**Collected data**

--------------------------------

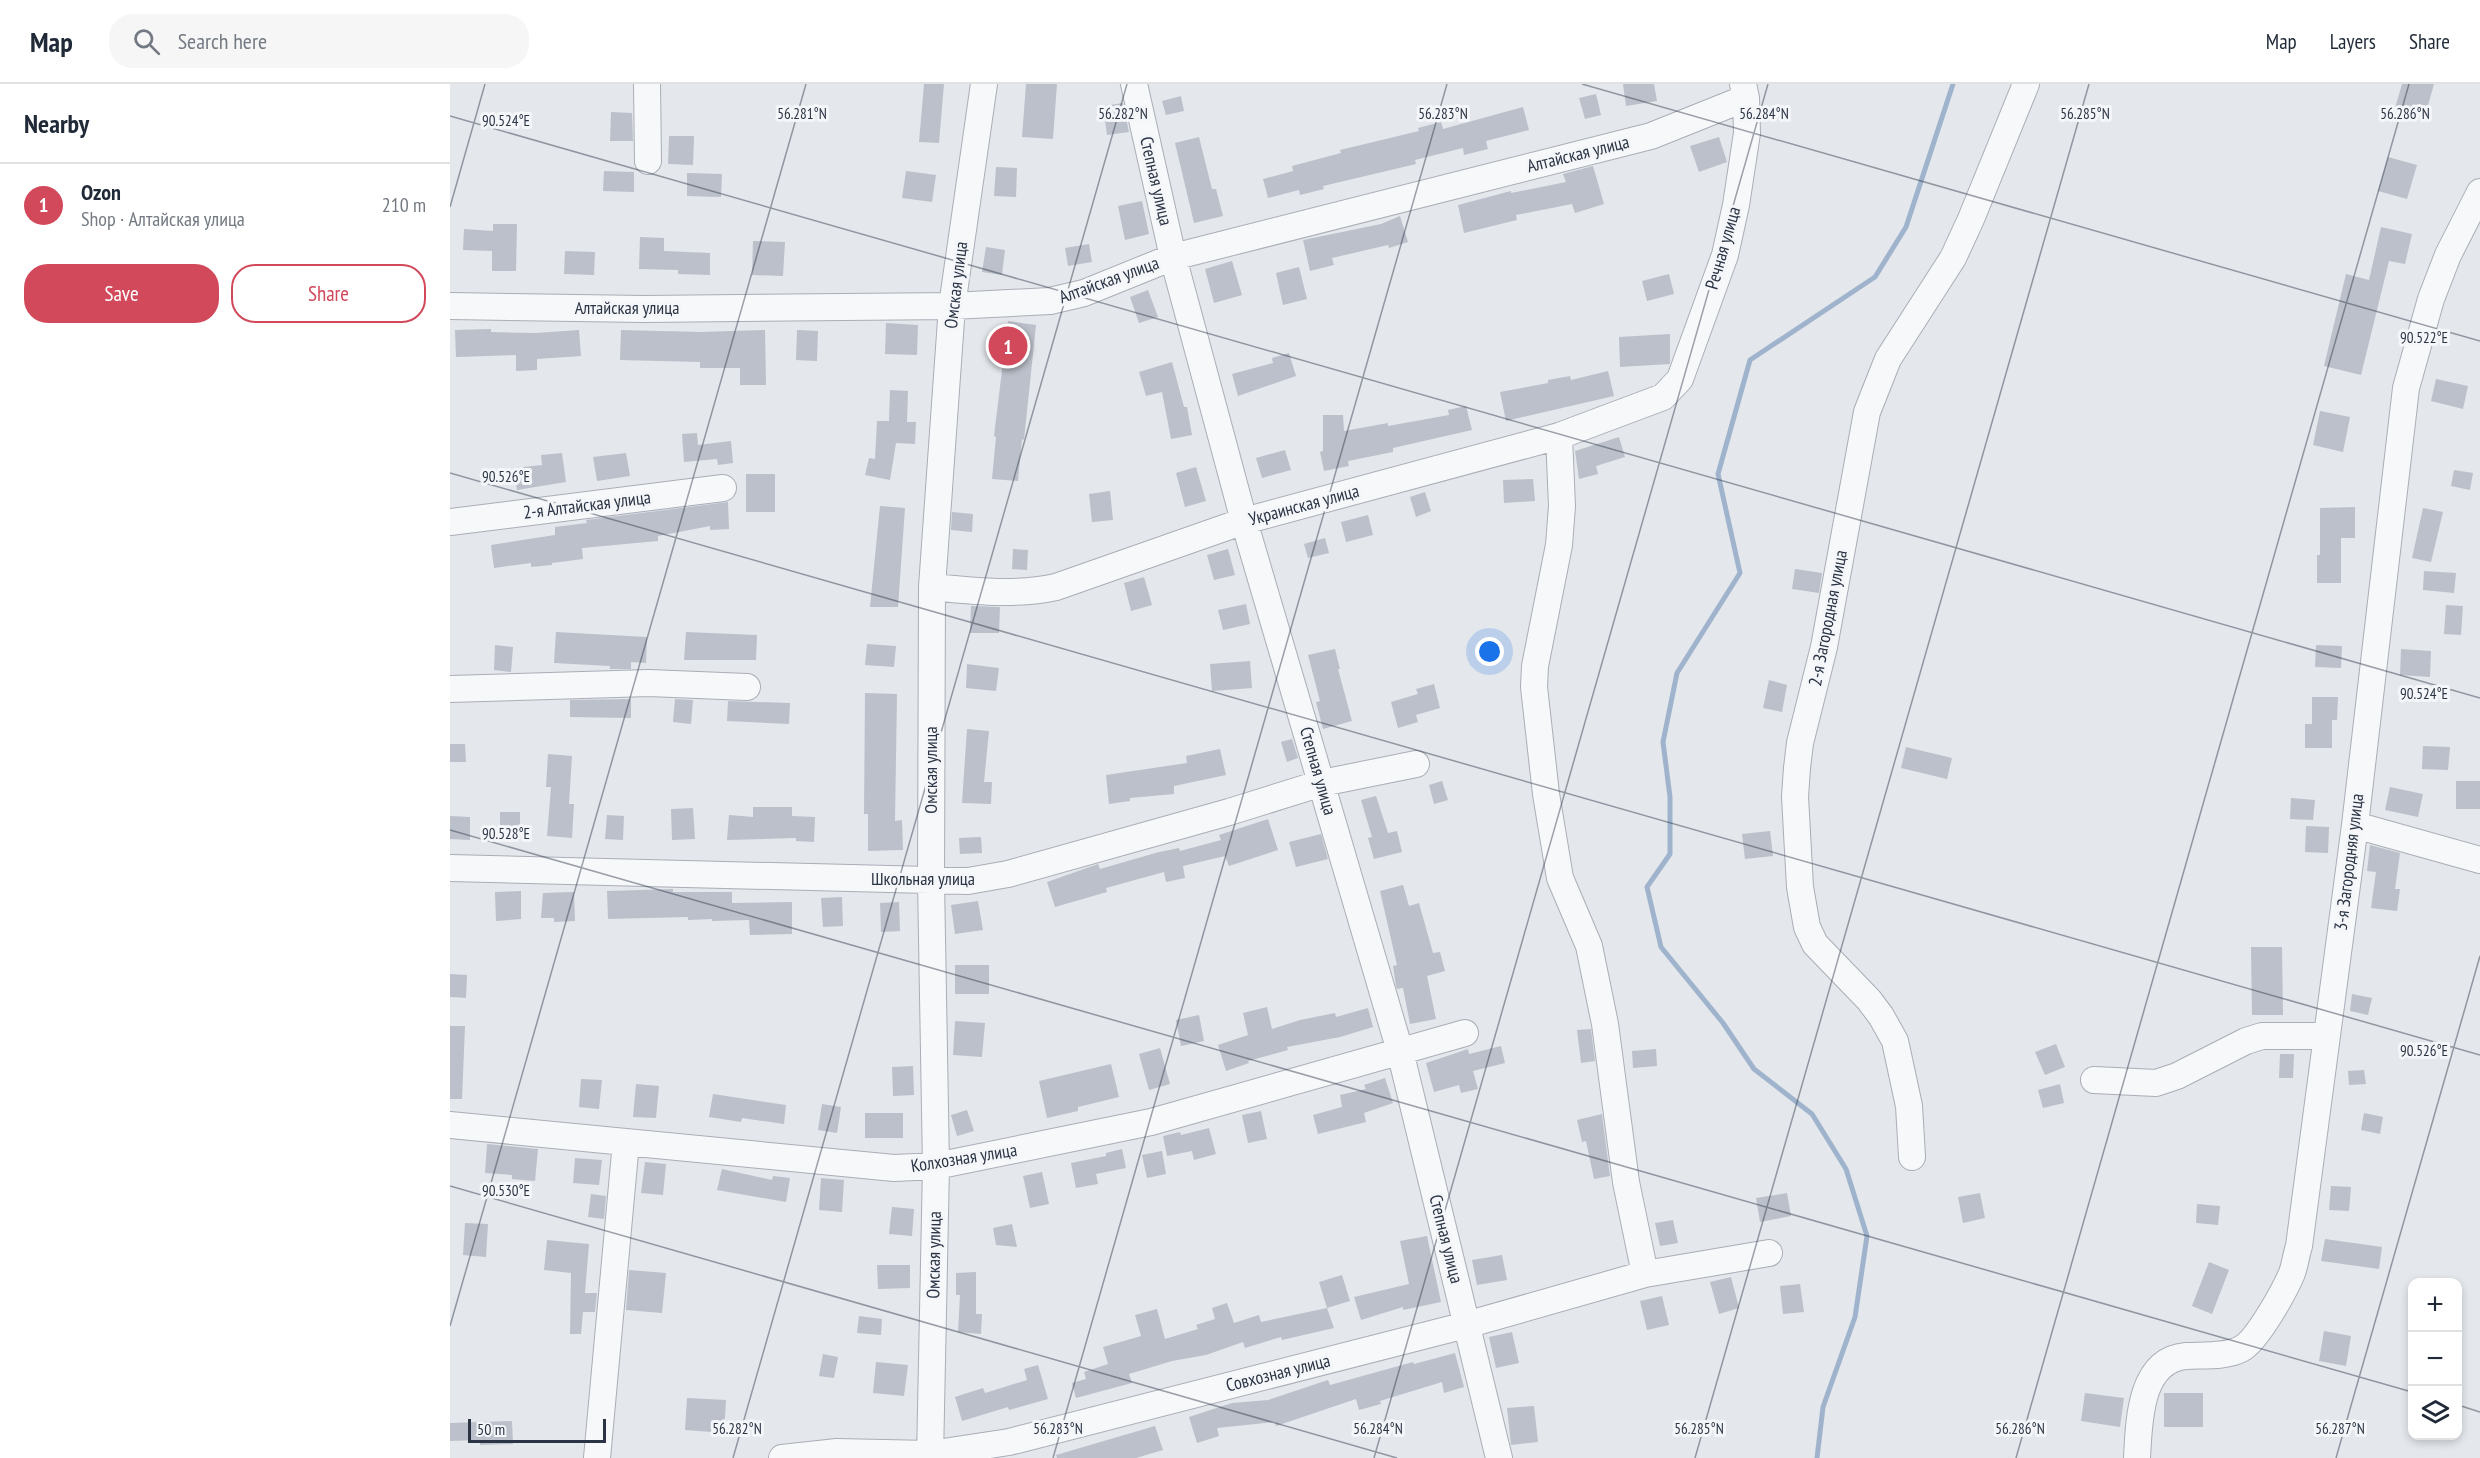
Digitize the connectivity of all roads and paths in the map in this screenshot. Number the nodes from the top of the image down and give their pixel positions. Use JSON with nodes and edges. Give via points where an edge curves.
{"nodes":[{"id":1,"x":647,"y":84,"type":"edge"},
{"id":2,"x":984,"y":84,"type":"edge"},
{"id":3,"x":1134,"y":84,"type":"edge"},
{"id":4,"x":2026,"y":84,"type":"edge"},
{"id":5,"x":1744,"y":91,"type":"edge"},
{"id":6,"x":648,"y":161,"type":"dead end"},
{"id":7,"x":2480,"y":192,"type":"edge"},
{"id":8,"x":1173,"y":257,"type":"junction"},
{"id":9,"x":450,"y":306,"type":"edge"},
{"id":10,"x":952,"y":306,"type":"junction"},
{"id":11,"x":1671,"y":391,"type":"joint"},
{"id":12,"x":1559,"y":436,"type":"junction"},
{"id":13,"x":723,"y":488,"type":"dead end"},
{"id":14,"x":1244,"y":521,"type":"junction"},
{"id":15,"x":450,"y":522,"type":"edge"},
{"id":16,"x":932,"y":587,"type":"junction"},
{"id":17,"x":747,"y":687,"type":"dead end"},
{"id":18,"x":450,"y":689,"type":"edge"},
{"id":19,"x":1416,"y":764,"type":"dead end"},
{"id":20,"x":1322,"y":783,"type":"junction"},
{"id":21,"x":2355,"y":825,"type":"junction"},
{"id":22,"x":2480,"y":860,"type":"edge"},
{"id":23,"x":450,"y":868,"type":"edge"},
{"id":24,"x":931,"y":881,"type":"junction"},
{"id":25,"x":1466,"y":1033,"type":"dead end"},
{"id":26,"x":2326,"y":1036,"type":"junction"},
{"id":27,"x":1400,"y":1051,"type":"junction"},
{"id":28,"x":2094,"y":1080,"type":"dead end"},
{"id":29,"x":450,"y":1125,"type":"edge"},
{"id":30,"x":626,"y":1142,"type":"junction"},
{"id":31,"x":1912,"y":1156,"type":"dead end"},
{"id":32,"x":936,"y":1166,"type":"junction"},
{"id":33,"x":1769,"y":1253,"type":"dead end"},
{"id":34,"x":1645,"y":1274,"type":"junction"},
{"id":35,"x":1466,"y":1325,"type":"junction"},
{"id":36,"x":930,"y":1456,"type":"edge"},
{"id":37,"x":597,"y":1458,"type":"edge"},
{"id":38,"x":782,"y":1458,"type":"edge"},
{"id":39,"x":1499,"y":1458,"type":"edge"},
{"id":40,"x":2137,"y":1458,"type":"edge"}],
"edges":[{"from":1,"to":6,"type":"street"},
{"from":2,"to":10,"type":"street","name":"Омская улица"},
{"from":3,"to":8,"type":"street","name":"Степная улица"},
{"from":4,"to":31,"type":"street","name":"2-я Загородная улица","via":[[1953,258],[1888,359],[1867,412],[1824,647],[1797,768],[1800,887],[1807,927],[1815,944],[1869,1000],[1895,1041],[1909,1106]]},
{"from":5,"to":8,"type":"street","name":"Алтайская улица","via":[[1651,136]]},
{"from":5,"to":11,"type":"street","name":"Речная улица","via":[[1747,134],[1725,255],[1680,379]]},
{"from":7,"to":21,"type":"street","name":"3-я Загородняя улица","via":[[2439,277],[2406,388]]},
{"from":8,"to":10,"type":"street","name":"Алтайская улица","via":[[1066,299]]},
{"from":8,"to":14,"type":"street","name":"Степная улица"},
{"from":9,"to":10,"type":"street","name":"Алтайская улица"},
{"from":10,"to":16,"type":"street","name":"Омская улица"},
{"from":11,"to":12,"type":"street","name":"Украинская улица"},
{"from":12,"to":14,"type":"street","name":"Украинская улица"},
{"from":12,"to":34,"type":"street","via":[[1561,529],[1536,656],[1534,687],[1560,878],[1589,945],[1605,1024],[1626,1182]]},
{"from":13,"to":15,"type":"street","name":"2-я Алтайская улица"},
{"from":14,"to":16,"type":"street","name":"Украинская улица","via":[[1056,587],[1005,593]]},
{"from":14,"to":20,"type":"street","name":"Степная улица"},
{"from":16,"to":24,"type":"street","name":"Омская улица"},
{"from":17,"to":18,"type":"street","via":[[649,683]]},
{"from":19,"to":20,"type":"street","name":"Школьная улица"},
{"from":20,"to":24,"type":"street","name":"Школьная улица","via":[[1008,874],[968,881]]},
{"from":20,"to":27,"type":"street","name":"Степная улица"},
{"from":21,"to":22,"type":"street"},
{"from":21,"to":26,"type":"street","name":"3-я Загородняя улица"},
{"from":23,"to":24,"type":"street","name":"Школьная улица"},
{"from":24,"to":32,"type":"street","name":"Омская улица"},
{"from":25,"to":27,"type":"street","name":"Колхозная улица"},
{"from":26,"to":28,"type":"street","via":[[2262,1036],[2156,1083]]},
{"from":26,"to":40,"type":"street","name":"3-я Загородняя улица","via":[[2299,1246],[2283,1293],[2251,1342],[2242,1349],[2178,1357],[2155,1374],[2140,1413]]},
{"from":27,"to":32,"type":"street","name":"Колхозная улица","via":[[1151,1122]]},
{"from":27,"to":35,"type":"street","name":"Степная улица"},
{"from":29,"to":30,"type":"street","name":"Колхозная улица"},
{"from":30,"to":32,"type":"street","name":"Колхозная улица","via":[[894,1168]]},
{"from":30,"to":37,"type":"street"},
{"from":32,"to":36,"type":"street","name":"Омская улица"},
{"from":33,"to":34,"type":"street","name":"Совхозная улица"},
{"from":34,"to":35,"type":"street","name":"Совхозная улица"},
{"from":35,"to":36,"type":"street","name":"Совхозная улица","via":[[1009,1442]]},
{"from":35,"to":39,"type":"street","name":"Степная улица"},
{"from":36,"to":38,"type":"street","name":"Совхозная улица","via":[[837,1452]]}]}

--------------------------------

**Exercise requirements**
The entries above need to be repeated in full, word for word. Skip the images.

**Result of this exercise**
Digitize the connectivity of all roads and paths in the map in this screenshot. Number the nodes from the top of the image down and give their pixel positions. Use JSON with nodes and edges. Give via points where an edge curves.
{"nodes":[{"id":1,"x":647,"y":84,"type":"edge"},
{"id":2,"x":984,"y":84,"type":"edge"},
{"id":3,"x":1134,"y":84,"type":"edge"},
{"id":4,"x":2026,"y":84,"type":"edge"},
{"id":5,"x":1744,"y":91,"type":"edge"},
{"id":6,"x":648,"y":161,"type":"dead end"},
{"id":7,"x":2480,"y":192,"type":"edge"},
{"id":8,"x":1173,"y":257,"type":"junction"},
{"id":9,"x":450,"y":306,"type":"edge"},
{"id":10,"x":952,"y":306,"type":"junction"},
{"id":11,"x":1671,"y":391,"type":"joint"},
{"id":12,"x":1559,"y":436,"type":"junction"},
{"id":13,"x":723,"y":488,"type":"dead end"},
{"id":14,"x":1244,"y":521,"type":"junction"},
{"id":15,"x":450,"y":522,"type":"edge"},
{"id":16,"x":932,"y":587,"type":"junction"},
{"id":17,"x":747,"y":687,"type":"dead end"},
{"id":18,"x":450,"y":689,"type":"edge"},
{"id":19,"x":1416,"y":764,"type":"dead end"},
{"id":20,"x":1322,"y":783,"type":"junction"},
{"id":21,"x":2355,"y":825,"type":"junction"},
{"id":22,"x":2480,"y":860,"type":"edge"},
{"id":23,"x":450,"y":868,"type":"edge"},
{"id":24,"x":931,"y":881,"type":"junction"},
{"id":25,"x":1466,"y":1033,"type":"dead end"},
{"id":26,"x":2326,"y":1036,"type":"junction"},
{"id":27,"x":1400,"y":1051,"type":"junction"},
{"id":28,"x":2094,"y":1080,"type":"dead end"},
{"id":29,"x":450,"y":1125,"type":"edge"},
{"id":30,"x":626,"y":1142,"type":"junction"},
{"id":31,"x":1912,"y":1156,"type":"dead end"},
{"id":32,"x":936,"y":1166,"type":"junction"},
{"id":33,"x":1769,"y":1253,"type":"dead end"},
{"id":34,"x":1645,"y":1274,"type":"junction"},
{"id":35,"x":1466,"y":1325,"type":"junction"},
{"id":36,"x":930,"y":1456,"type":"edge"},
{"id":37,"x":597,"y":1458,"type":"edge"},
{"id":38,"x":782,"y":1458,"type":"edge"},
{"id":39,"x":1499,"y":1458,"type":"edge"},
{"id":40,"x":2137,"y":1458,"type":"edge"}],
"edges":[{"from":1,"to":6,"type":"street"},
{"from":2,"to":10,"type":"street","name":"Омская улица"},
{"from":3,"to":8,"type":"street","name":"Степная улица"},
{"from":4,"to":31,"type":"street","name":"2-я Загородная улица","via":[[1953,258],[1888,359],[1867,412],[1824,647],[1797,768],[1800,887],[1807,927],[1815,944],[1869,1000],[1895,1041],[1909,1106]]},
{"from":5,"to":8,"type":"street","name":"Алтайская улица","via":[[1651,136]]},
{"from":5,"to":11,"type":"street","name":"Речная улица","via":[[1747,134],[1725,255],[1680,379]]},
{"from":7,"to":21,"type":"street","name":"3-я Загородняя улица","via":[[2439,277],[2406,388]]},
{"from":8,"to":10,"type":"street","name":"Алтайская улица","via":[[1066,299]]},
{"from":8,"to":14,"type":"street","name":"Степная улица"},
{"from":9,"to":10,"type":"street","name":"Алтайская улица"},
{"from":10,"to":16,"type":"street","name":"Омская улица"},
{"from":11,"to":12,"type":"street","name":"Украинская улица"},
{"from":12,"to":14,"type":"street","name":"Украинская улица"},
{"from":12,"to":34,"type":"street","via":[[1561,529],[1536,656],[1534,687],[1560,878],[1589,945],[1605,1024],[1626,1182]]},
{"from":13,"to":15,"type":"street","name":"2-я Алтайская улица"},
{"from":14,"to":16,"type":"street","name":"Украинская улица","via":[[1056,587],[1005,593]]},
{"from":14,"to":20,"type":"street","name":"Степная улица"},
{"from":16,"to":24,"type":"street","name":"Омская улица"},
{"from":17,"to":18,"type":"street","via":[[649,683]]},
{"from":19,"to":20,"type":"street","name":"Школьная улица"},
{"from":20,"to":24,"type":"street","name":"Школьная улица","via":[[1008,874],[968,881]]},
{"from":20,"to":27,"type":"street","name":"Степная улица"},
{"from":21,"to":22,"type":"street"},
{"from":21,"to":26,"type":"street","name":"3-я Загородняя улица"},
{"from":23,"to":24,"type":"street","name":"Школьная улица"},
{"from":24,"to":32,"type":"street","name":"Омская улица"},
{"from":25,"to":27,"type":"street","name":"Колхозная улица"},
{"from":26,"to":28,"type":"street","via":[[2262,1036],[2156,1083]]},
{"from":26,"to":40,"type":"street","name":"3-я Загородняя улица","via":[[2299,1246],[2283,1293],[2251,1342],[2242,1349],[2178,1357],[2155,1374],[2140,1413]]},
{"from":27,"to":32,"type":"street","name":"Колхозная улица","via":[[1151,1122]]},
{"from":27,"to":35,"type":"street","name":"Степная улица"},
{"from":29,"to":30,"type":"street","name":"Колхозная улица"},
{"from":30,"to":32,"type":"street","name":"Колхозная улица","via":[[894,1168]]},
{"from":30,"to":37,"type":"street"},
{"from":32,"to":36,"type":"street","name":"Омская улица"},
{"from":33,"to":34,"type":"street","name":"Совхозная улица"},
{"from":34,"to":35,"type":"street","name":"Совхозная улица"},
{"from":35,"to":36,"type":"street","name":"Совхозная улица","via":[[1009,1442]]},
{"from":35,"to":39,"type":"street","name":"Степная улица"},
{"from":36,"to":38,"type":"street","name":"Совхозная улица","via":[[837,1452]]}]}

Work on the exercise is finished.